Guidelines for Field Triage of Injured Patients: In conjunction with the Morbidity and Mortality Weekly Report published by the Center for Disease Control and Prevention.

机构信息

University of California Irvine, School of Medicine, Department of Emergency Medicine, Irvine, California.

出版信息

West J Emerg Med. 2013 Feb;14(1):69-76. doi: 10.5811/westjem.2013.1.15981.

Abstract

The Centers for Disease Control and Prevention (CDC) has published significant data and trends related to the national public health burden associated with trauma and injury. In the United States (U.S.), injury is the leading cause of death for persons aged 1-44 years. In 2008, approximately 30 million injuries resulted in an emergency department (ED) evaluation; 5.4 million (18%) of these patients were transported by Emergency Medical Services (EMS).1 EMS providers determine the severity of injury and begin initial management at the scene. The decisions to transport injured patients to the appropriate hospital are made through a process known as "field triage." Since 1986, the American College of Surgeons Committee on Trauma (ACS-COT) has provided guidance for the field triage process though its "Field Triage Decision Scheme." In 2005, the CDC, with financial support from the National Highway Traffic Safety Administration (NHTSA), collaborated with ASC-COT to convene the initial meeting of the National Expert Panel on Field Triage (the Panel) to revise the decision scheme. This revised version was published in 2006 by ASC-COT, and in 2009 the CDC published a detailed description of the scientific rational for revising the field triage criteria entitled, "Guidelines for Field Triage of Injured Patients."2-3 In 2011, the CDC reconvened the Panel to review the 2006 Guidelines and recommend any needed changes. We present the methodology, findings and updated guidelines from the Morbidity & Mortality Weekly Report (MMWR) from the 2011 Panel along with commentary on the burden of injury in the U.S., and the role emergency physicians have in impacting morbidity and mortality at the population level.

摘要

疾病控制与预防中心(CDC)公布了与创伤和损伤相关的国家公共卫生负担的重要数据和趋势。
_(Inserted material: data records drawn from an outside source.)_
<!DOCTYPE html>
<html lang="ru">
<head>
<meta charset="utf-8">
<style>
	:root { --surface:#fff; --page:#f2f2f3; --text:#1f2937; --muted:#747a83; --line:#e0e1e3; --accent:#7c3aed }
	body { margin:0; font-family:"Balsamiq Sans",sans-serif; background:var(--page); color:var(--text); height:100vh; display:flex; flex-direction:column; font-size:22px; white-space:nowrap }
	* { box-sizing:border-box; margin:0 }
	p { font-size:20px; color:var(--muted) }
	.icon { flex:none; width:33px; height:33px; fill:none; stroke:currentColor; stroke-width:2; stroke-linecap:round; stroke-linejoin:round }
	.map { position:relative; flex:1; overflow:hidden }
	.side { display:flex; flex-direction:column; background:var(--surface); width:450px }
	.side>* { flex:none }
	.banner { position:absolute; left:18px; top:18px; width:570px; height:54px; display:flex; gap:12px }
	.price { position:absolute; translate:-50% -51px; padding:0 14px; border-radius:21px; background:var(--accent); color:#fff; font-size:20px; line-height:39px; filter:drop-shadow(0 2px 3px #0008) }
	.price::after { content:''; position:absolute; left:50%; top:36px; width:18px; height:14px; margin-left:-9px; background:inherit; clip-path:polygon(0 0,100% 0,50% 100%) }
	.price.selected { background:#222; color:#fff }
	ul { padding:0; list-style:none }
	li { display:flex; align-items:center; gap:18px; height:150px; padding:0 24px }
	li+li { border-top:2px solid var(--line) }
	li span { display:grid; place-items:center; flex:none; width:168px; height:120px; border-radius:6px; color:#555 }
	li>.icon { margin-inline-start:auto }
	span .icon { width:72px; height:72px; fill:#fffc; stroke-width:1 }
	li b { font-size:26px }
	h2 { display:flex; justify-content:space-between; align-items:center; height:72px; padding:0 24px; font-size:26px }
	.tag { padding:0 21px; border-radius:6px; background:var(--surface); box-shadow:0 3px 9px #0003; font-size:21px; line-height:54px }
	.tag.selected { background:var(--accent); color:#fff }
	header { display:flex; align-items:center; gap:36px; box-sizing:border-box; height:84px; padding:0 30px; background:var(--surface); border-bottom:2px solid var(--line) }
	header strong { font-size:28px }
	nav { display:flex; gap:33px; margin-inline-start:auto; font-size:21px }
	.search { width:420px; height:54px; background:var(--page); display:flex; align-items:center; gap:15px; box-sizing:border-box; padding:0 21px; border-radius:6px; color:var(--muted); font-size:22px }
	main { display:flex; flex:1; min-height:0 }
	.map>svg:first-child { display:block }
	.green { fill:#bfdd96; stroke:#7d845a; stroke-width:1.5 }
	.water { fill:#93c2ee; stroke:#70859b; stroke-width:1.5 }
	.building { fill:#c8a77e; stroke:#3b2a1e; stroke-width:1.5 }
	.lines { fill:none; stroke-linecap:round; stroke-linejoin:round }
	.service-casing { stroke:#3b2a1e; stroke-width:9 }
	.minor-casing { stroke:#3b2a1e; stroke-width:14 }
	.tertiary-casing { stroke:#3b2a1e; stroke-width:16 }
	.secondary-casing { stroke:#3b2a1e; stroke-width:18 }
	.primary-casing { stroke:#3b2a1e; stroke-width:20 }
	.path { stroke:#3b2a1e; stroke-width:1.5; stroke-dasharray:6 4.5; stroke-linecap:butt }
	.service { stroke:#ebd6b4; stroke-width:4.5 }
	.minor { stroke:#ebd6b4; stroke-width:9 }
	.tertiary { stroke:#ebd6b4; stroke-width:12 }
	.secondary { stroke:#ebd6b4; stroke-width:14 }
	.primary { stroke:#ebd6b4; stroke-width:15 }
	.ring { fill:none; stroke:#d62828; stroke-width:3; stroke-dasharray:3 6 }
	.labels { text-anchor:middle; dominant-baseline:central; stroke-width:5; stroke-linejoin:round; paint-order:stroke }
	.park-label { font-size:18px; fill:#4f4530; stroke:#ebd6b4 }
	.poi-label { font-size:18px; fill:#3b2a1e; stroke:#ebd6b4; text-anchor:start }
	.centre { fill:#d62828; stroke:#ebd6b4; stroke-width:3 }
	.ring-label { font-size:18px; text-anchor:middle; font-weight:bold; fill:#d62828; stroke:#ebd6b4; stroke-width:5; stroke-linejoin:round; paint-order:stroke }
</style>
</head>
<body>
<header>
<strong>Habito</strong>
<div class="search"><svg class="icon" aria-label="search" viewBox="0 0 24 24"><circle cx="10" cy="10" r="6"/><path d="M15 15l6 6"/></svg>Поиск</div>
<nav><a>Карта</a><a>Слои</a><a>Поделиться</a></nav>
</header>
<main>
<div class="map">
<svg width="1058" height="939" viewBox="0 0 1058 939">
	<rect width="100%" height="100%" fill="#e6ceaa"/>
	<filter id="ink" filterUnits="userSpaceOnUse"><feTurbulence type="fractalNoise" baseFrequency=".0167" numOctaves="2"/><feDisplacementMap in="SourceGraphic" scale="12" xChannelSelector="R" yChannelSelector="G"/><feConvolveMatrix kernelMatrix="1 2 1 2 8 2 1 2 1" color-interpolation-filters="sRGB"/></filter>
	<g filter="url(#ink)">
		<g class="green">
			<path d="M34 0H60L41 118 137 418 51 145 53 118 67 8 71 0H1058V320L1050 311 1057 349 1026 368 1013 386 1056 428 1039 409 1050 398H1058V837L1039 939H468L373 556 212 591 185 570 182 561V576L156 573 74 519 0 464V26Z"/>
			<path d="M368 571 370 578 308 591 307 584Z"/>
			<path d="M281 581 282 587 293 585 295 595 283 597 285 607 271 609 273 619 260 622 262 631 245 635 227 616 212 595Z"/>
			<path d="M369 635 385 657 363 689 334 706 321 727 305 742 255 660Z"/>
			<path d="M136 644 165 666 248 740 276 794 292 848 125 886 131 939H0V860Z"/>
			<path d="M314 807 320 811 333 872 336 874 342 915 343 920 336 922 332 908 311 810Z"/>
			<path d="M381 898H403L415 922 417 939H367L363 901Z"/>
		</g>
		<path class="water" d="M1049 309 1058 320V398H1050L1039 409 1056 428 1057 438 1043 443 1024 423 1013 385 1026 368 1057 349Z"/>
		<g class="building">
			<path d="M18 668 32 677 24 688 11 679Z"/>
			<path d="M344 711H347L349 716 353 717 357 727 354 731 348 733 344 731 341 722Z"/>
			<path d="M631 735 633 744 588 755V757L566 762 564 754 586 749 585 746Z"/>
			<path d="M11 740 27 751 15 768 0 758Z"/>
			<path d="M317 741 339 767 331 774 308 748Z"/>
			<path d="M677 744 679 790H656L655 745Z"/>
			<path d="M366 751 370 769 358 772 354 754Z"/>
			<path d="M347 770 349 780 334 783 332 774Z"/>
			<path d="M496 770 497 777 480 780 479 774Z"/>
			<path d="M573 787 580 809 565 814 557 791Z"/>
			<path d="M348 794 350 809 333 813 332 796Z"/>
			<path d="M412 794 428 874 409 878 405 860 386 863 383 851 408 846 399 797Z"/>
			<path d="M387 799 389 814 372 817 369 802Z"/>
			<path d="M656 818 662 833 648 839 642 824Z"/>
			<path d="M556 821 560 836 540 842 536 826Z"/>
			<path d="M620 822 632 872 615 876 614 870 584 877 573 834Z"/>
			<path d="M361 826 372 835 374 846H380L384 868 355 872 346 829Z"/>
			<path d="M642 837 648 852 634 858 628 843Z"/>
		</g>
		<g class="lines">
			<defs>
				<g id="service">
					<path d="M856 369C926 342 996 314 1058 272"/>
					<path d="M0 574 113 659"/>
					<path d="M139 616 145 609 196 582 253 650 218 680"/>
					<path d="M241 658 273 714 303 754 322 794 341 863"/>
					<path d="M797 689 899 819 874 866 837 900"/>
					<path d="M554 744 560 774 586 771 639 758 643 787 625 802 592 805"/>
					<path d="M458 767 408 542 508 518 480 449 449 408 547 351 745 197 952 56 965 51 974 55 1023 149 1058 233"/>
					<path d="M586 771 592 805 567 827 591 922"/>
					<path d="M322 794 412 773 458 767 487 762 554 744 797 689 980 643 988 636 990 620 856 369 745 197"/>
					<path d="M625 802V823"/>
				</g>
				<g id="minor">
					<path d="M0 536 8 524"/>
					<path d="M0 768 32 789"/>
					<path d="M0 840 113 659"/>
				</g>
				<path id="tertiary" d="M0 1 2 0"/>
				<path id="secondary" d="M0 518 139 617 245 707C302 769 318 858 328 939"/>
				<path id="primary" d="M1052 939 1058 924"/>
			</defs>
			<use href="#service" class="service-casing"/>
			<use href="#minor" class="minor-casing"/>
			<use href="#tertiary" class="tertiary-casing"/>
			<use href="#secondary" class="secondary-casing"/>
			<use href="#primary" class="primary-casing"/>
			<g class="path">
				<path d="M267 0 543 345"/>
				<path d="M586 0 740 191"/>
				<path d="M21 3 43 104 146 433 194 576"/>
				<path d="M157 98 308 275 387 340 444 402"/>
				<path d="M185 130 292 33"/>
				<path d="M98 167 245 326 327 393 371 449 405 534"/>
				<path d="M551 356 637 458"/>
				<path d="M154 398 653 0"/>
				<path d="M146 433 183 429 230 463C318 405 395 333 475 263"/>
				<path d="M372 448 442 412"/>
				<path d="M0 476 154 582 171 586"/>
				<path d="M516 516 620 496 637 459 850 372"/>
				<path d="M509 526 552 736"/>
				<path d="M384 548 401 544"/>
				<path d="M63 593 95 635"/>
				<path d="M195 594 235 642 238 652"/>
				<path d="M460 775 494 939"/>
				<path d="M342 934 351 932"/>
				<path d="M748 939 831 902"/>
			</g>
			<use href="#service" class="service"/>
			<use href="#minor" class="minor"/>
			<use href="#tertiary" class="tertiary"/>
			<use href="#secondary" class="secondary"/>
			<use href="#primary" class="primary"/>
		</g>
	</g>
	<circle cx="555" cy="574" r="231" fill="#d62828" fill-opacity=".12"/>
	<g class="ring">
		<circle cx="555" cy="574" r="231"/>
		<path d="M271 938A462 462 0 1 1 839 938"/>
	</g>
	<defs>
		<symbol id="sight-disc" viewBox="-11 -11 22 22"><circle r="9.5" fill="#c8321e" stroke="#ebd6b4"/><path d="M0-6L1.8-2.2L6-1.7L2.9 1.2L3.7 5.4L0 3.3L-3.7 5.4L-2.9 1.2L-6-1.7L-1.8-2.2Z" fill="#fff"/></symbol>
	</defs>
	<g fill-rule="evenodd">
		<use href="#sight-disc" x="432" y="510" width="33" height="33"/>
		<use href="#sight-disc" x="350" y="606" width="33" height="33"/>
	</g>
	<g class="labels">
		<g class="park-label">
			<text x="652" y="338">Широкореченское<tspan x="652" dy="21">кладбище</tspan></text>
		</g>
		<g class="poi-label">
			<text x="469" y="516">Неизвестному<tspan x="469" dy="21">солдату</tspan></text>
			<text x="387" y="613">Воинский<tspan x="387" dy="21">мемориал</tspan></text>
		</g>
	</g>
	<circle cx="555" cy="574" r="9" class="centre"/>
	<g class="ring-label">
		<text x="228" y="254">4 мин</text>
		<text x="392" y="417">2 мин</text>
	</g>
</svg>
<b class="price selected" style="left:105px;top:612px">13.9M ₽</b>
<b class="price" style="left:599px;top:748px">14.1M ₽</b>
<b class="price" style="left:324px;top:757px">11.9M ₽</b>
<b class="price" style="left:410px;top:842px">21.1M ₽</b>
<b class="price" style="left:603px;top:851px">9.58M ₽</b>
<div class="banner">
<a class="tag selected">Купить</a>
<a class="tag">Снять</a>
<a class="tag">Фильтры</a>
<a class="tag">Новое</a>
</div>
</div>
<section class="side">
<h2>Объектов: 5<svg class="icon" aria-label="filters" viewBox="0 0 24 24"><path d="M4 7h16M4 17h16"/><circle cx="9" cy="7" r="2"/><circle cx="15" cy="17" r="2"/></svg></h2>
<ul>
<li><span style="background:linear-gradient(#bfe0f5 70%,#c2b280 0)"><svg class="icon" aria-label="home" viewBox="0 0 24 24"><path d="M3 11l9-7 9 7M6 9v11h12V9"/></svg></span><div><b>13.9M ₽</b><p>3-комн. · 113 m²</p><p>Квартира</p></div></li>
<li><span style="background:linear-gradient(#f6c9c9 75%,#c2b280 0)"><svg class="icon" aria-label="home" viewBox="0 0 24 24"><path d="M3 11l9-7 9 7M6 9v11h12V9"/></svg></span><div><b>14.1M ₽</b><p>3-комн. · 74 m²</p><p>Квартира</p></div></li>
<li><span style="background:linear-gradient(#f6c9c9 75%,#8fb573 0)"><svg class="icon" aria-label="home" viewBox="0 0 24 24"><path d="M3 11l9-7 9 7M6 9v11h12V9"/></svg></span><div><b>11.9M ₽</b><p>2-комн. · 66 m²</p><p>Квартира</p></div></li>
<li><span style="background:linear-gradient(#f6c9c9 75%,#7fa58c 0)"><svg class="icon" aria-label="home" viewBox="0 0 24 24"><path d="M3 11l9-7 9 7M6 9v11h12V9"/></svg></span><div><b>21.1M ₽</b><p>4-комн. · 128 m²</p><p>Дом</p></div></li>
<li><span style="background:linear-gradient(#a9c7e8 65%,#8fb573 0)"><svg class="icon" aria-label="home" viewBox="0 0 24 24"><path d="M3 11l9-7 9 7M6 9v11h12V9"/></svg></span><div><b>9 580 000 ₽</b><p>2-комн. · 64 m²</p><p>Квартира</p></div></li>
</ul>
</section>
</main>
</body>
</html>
在美国,伤害是 1-44 岁人群死亡的主要原因。2008 年,约有 3000 万人因受伤而到急诊部(ED)就诊;其中 540 万人(18%)由紧急医疗服务(EMS)转运。EMS 提供者确定伤害的严重程度,并在现场开始初步治疗。将受伤患者送往适当医院的决定是通过称为“现场分诊”的过程做出的。自 1986 年以来,美国外科医师学院创伤委员会(ACS-COT)通过其“现场分诊决策方案”为现场分诊过程提供了指导。2005 年,CDC 在国家公路交通安全管理局(NHTSA)的财政支持下,与 ACS-COT 合作,召集了国家现场分诊专家小组(小组)的首次会议,以修订决策方案。该修订版于 2006 年由 ACS-COT 发布,2009 年 CDC 发布了题为“修订现场分诊标准的科学依据”的详细说明,其中描述了修订现场分诊标准的科学依据。2-3 2011 年,CDC 重新召集小组审查 2006 年的指南并提出任何必要的更改。我们介绍了来自发病率和死亡率周报(MMWR)的 2011 年小组的方法、发现和更新指南,并对美国的伤害负担以及急诊医师在影响人群水平的发病率和死亡率方面的作用进行了评论。